For many Muslims around the world, the holy month of Ramadan is the most wonderful month of the year. However, it is inevitable that the notion “holy month in quarantine” will be in all of our agenda. It’s not just about abstaining from food and drink from dawn to dusk. Ramadan is also a holy month of spiritual cleansing, religious reflection. Further, in normal times, it means plenty of socializing.
Although admittedly, the lack of food and drink makes Ramadan particularly challenging. It’s one of the favorite months of the year for Muslim people. It lovely knowing that millions of Muslims are practicing the same rituals. Doing their best to focus on bettering themselves and their relationship with God. Plus, there’s the added bonus of seeing all Muslim friends at iftar (breakfast) parties while enthusiastically enjoying a smorgasbord of delicious food. So, there is an invisible emotional bridge among Muslim people all around the world. And there is a spirit of solidarity in the basement of this bridge. However, with this year’s social distancing measures, Ramadan celebrations will look a little different than usual.
Most of us have come to terms with the fact that this year’s Ramadan will be devoid of Taraweeh (Teravi in Turkish) prayers at the mosque and food-filled social gatherings. But just because we can’t breakfasts nor pray together doesn’t mean that we can’t still stay connected.
In fact, because of the deliberate effort, we’ll be making to stay grounded and connected this Ramadan. It’s likely that this year might end up being the most unforgettable one. Yet—and not just because we’re in the middle of a pandemic. We can consider the challenges that come with the holy month in quarantine as benefits, so long as we shift our mindset.
Here are some advices to plan to make the most out of Ramadan while social distancing. Be sure that you can do the exact same.
Decorate Your Home
In most Muslim-majority countries around the world, lights and lanterns dot the streets as part of the Ramadan festivities. Many families decorate both the inside and outside of their houses as well. This year, get in the Ramadan spirit by decorating your house, even if you normally don’t. You can buy beautiful lanterns, lights, and signs from Etsy or Amazon, or even make your own. Decorations are already up at many houses. Further, the festive vibe makes people extra appreciative of how much time I’ll be spending here this year.
Pray Taraweeh at Home
Just because you can’t go to the mosque after iftar doesn’t mean you should forgo those extra nightly prayers. Instead, do them from the comfort of your home with whomever you’re quarantined with. Many mosques have taken to live-streaming Friday prayers and some will be doing the same for Taraweeh. Be sure to get in touch with your local mosque to access the prayer schedule.

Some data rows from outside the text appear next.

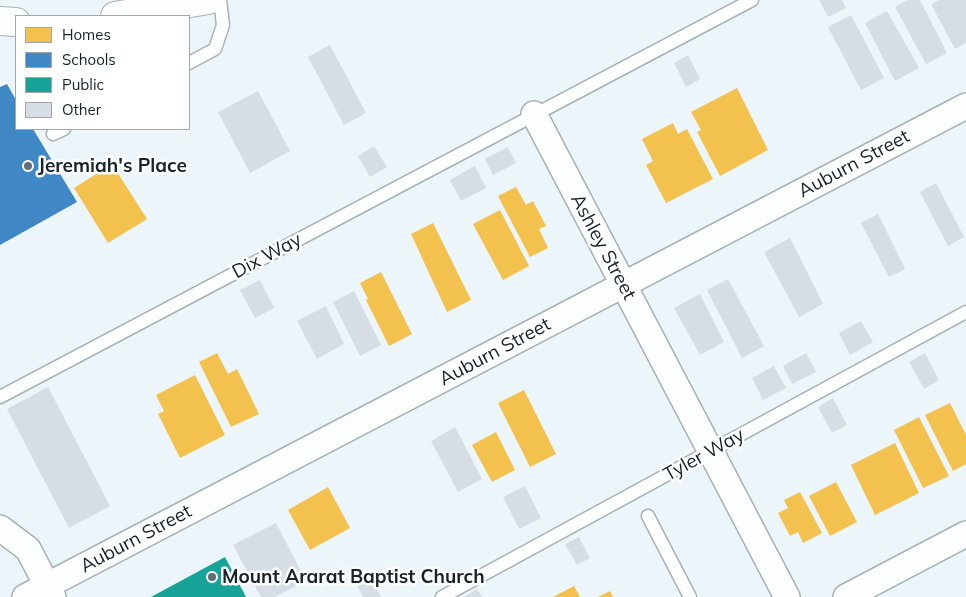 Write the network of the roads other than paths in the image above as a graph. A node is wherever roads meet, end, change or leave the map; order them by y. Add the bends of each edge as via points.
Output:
1 (208, 0) edge
2 (220, 0) edge
3 (752, 0) edge
4 (121, 15) edge
5 (0, 22) edge
6 (15, 22) edge
7 (190, 62) edge
8 (966, 106) edge
9 (534, 114) junction
10 (623, 285) junction
11 (966, 312) edge
12 (0, 397) edge
13 (710, 452) junction
14 (648, 516) dead end
15 (0, 528) edge
16 (966, 534) edge
17 (50, 591) edge
18 (25, 597) edge
19 (442, 597) edge
20 (690, 597) edge
21 (787, 597) edge
22 (846, 597) edge

1 - 4 main road
2 - 7 lane via 223,25 216,49
3 - 9 lane
5 - 6 main road
8 - 10 street, Auburn Street
9 - 10 street, Ashley Street
9 - 12 lane, Dix Way
10 - 13 street, Ashley Street
10 - 17 street, Auburn Street
11 - 13 lane, Tyler Way
13 - 19 lane, Tyler Way
13 - 21 street, Ashley Street
14 - 20 lane
15 - 17 street via 28,549
16 - 22 street
17 - 18 street, Auburn Street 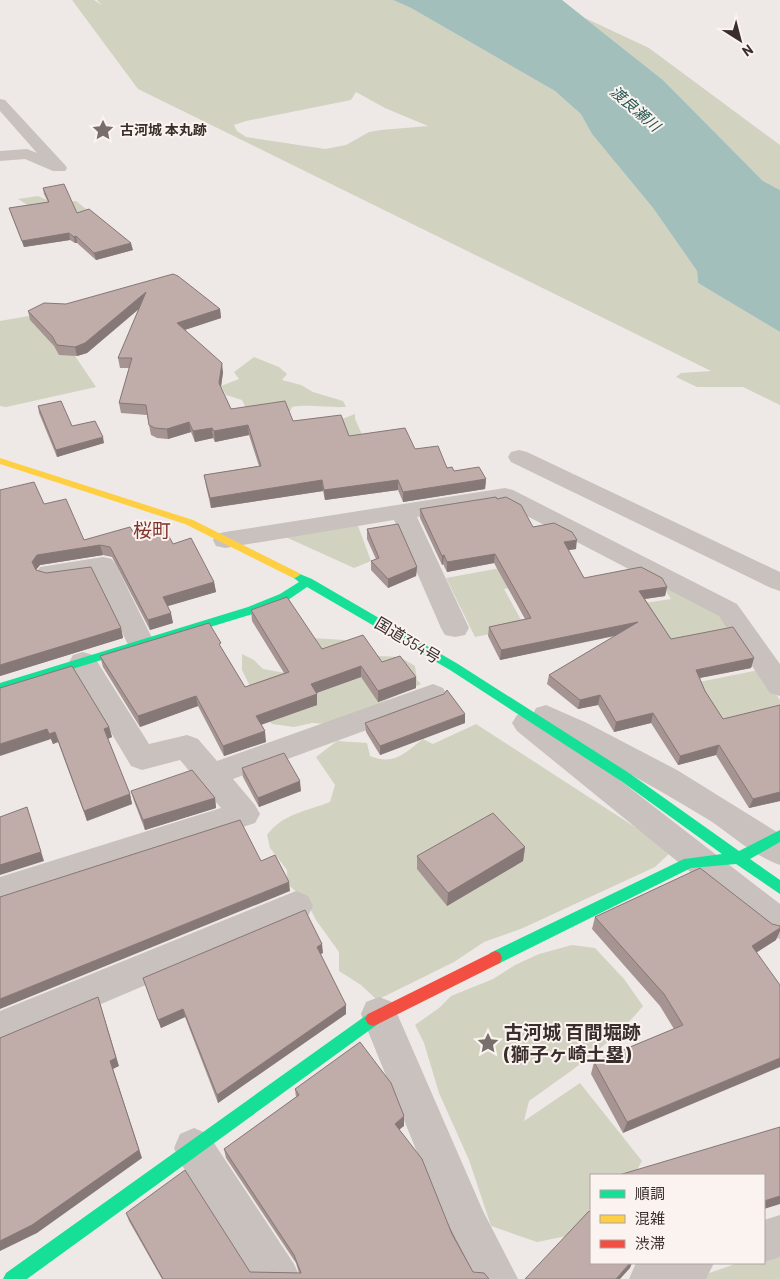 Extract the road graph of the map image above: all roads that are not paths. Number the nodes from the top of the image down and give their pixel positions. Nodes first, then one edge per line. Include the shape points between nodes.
1 (0, 103) edge
2 (0, 156) edge
3 (520, 457) dead end
4 (0, 461) edge
5 (402, 511) junction
6 (225, 540) junction
7 (49, 573) edge
8 (308, 581) junction
9 (780, 582) edge
10 (455, 628) dead end
11 (141, 644) junction
12 (83, 662) junction
13 (484, 686) junction
14 (780, 686) edge
15 (0, 687) edge
16 (432, 695) dead end
17 (211, 775) junction
18 (776, 843) edge
19 (738, 857) junction
20 (700, 860) junction
21 (780, 888) edge
22 (0, 891) edge
23 (296, 906) dead end
24 (780, 924) edge
25 (379, 1014) junction
26 (0, 1029) edge
27 (194, 1148) junction
28 (780, 1236) edge
29 (765, 1241) edge
30 (689, 1264) edge
31 (12, 1279) edge
32 (279, 1279) edge
33 (496, 1279) edge
34 (651, 1279) edge

1 - 2 street via 59,168 26,154
3 - 9 street
4 - 6 main road, 国道354号 via 189,522
5 - 6 street
5 - 10 street
5 - 14 street via 505,495 728,610
6 - 8 main road, 国道354号
7 - 11 street via 103,565
8 - 11 main road via 284,597 252,610
8 - 13 main road, 国道354号
11 - 12 main road
12 - 15 main road
12 - 17 street via 142,758 187,747
13 - 18 street via 598,742
13 - 19 main road, 国道354号 via 626,777
13 - 20 street via 578,767
16 - 17 street
17 - 22 street via 244,814
18 - 19 main road
19 - 20 main road
19 - 21 main road, 国道354号
20 - 24 street
20 - 25 main road
23 - 26 street
25 - 27 main road
25 - 33 street via 468,1226
27 - 31 main road
27 - 32 street
28 - 29 street
30 - 34 street via 655,1274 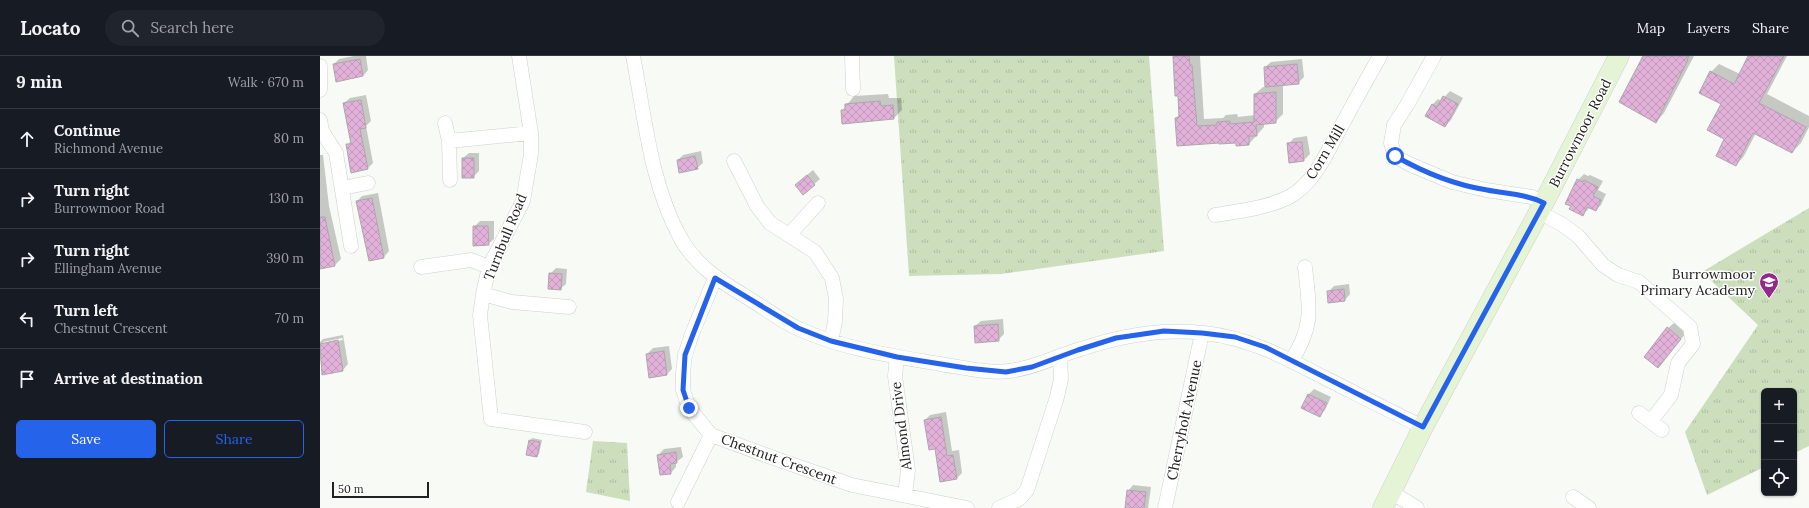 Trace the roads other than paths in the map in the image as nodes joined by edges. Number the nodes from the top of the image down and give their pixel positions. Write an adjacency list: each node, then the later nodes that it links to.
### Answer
1 (519, 56): 12 (street, Turnbull Road)
2 (633, 56): 26 (street)
3 (852, 56): 8 (street)
4 (1380, 56): 20 (street, Corn Mill)
5 (1434, 56): 19 (street)
6 (1619, 56): 19 (street, Burrowmoor Road)
7 (320, 66): 9 (street)
8 (853, 89)
9 (320, 90)
10 (320, 120): 17 (street)
11 (445, 123): 13 (street)
12 (531, 134): 13 (street); 24 (street, Turnbull Road)
13 (449, 141): 15 (street)
14 (734, 161): 21 (street)
15 (450, 180)
16 (368, 183): 17 (street)
17 (342, 188): 22 (street)
18 (818, 203): 21 (street)
19 (1542, 208): 35 (street); 36 (street, Burrowmoor Road)
20 (1215, 215)
21 (789, 235): 30 (street)
22 (351, 246)
23 (420, 267): 24 (street)
24 (489, 267): 27 (street, Turnbull Road)
25 (1305, 267): 33 (street)
26 (715, 278): 30 (street); 39 (street, Chestnut Crescent)
27 (483, 294): 28 (street); 38 (street, Turnbull Road)
28 (569, 307)
29 (1202, 333): 32 (street); 33 (street); 46 (street, Cherryholt Avenue)
30 (831, 341): 31 (street)
31 (897, 357): 32 (street); 40 (street, Almond Drive)
32 (1060, 357): 45 (street)
33 (1291, 361): 36 (street)
34 (1639, 413): 35 (street)
35 (1651, 421): 37 (street)
36 (1423, 427): 42 (street, Burrowmoor Road)
37 (1662, 430)
38 (584, 432)
39 (711, 435): 40 (street, Chestnut Crescent); 43 (street)
40 (905, 495): 44 (street, Chestnut Crescent)
41 (1573, 497): 48 (street)
42 (1387, 500): 47 (street)
43 (678, 502)
44 (967, 508)
45 (998, 508)
46 (1165, 508)
47 (1417, 508)
48 (1589, 508) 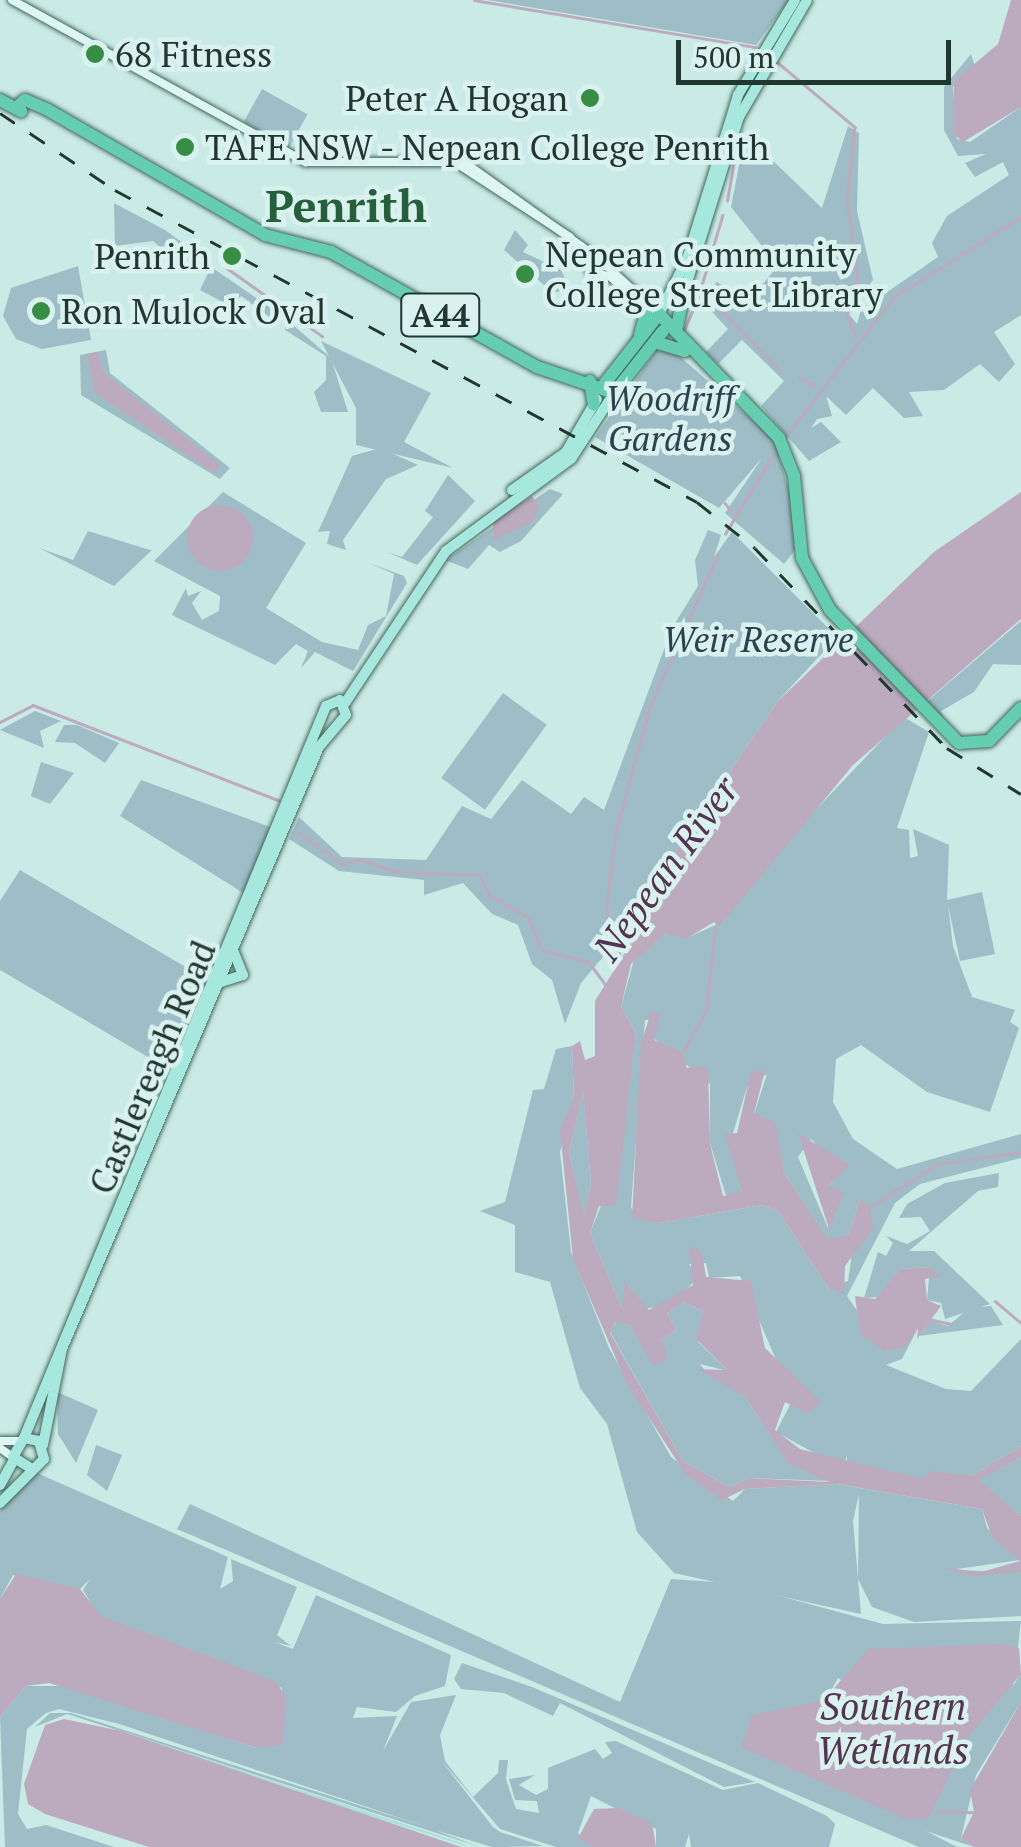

Focus on Your Relationship With God
Although Ramadan is supposed to be a period of religious reflection and spirituality, this sometimes gets lost amid hectic schedules and dinner parties. This year, you can take advantage of all the extra time to reflect and pray. You can also finish all 30 parts of the Quran if you wish. Now, more than ever is the time to reconnect with faith and express gratitude for health and loved ones.
Get Some Extra Sleep
Sleep is precious on a normal day, but especially so during Ramadan when you can’t rely on caffeine to get you through early mornings and long commutes. However, now that most people are working from home, we can take advantage of our former commute. Thus, that means a time to get an extra hour of shut-eye. A good night’s sleep does wonders for your productivity and mood and makes the lack of caffeine that much more manageable.
Reconnect With Loved Ones
Take this time to reconnect with your loved ones—both the ones you’re quarantined with and those you haven’t seen in a while. You may be using this time to do video calls with friends and extended family I don’t see very often. Having “potlucks” might also be another option to enrich your Ramadan month and make it even more meaningful. No matter how you choose to connect with others, remember that it’s still possible to be together while staying physically apart.
Try New Recipes—Or Perfect Old Ones
One of the best things to come out of staying home during the holy month of Ramadan has been a seemingly endless amount of time to pursue activities. Consider doing different kinds of activities with your family. Set aside one night per week to cook something new. Or else, assign different nights to each member of the household to cook something up. It’s a fun way to get the whole family involved and it’s so much more rewarding than takeout.
Perhaps this is the year to form new traditions. With the world at a standstill, let’s make this a Ramadan where deep connection—both to ourselves and to others—is one of many unexpected benefits of sheltering in place.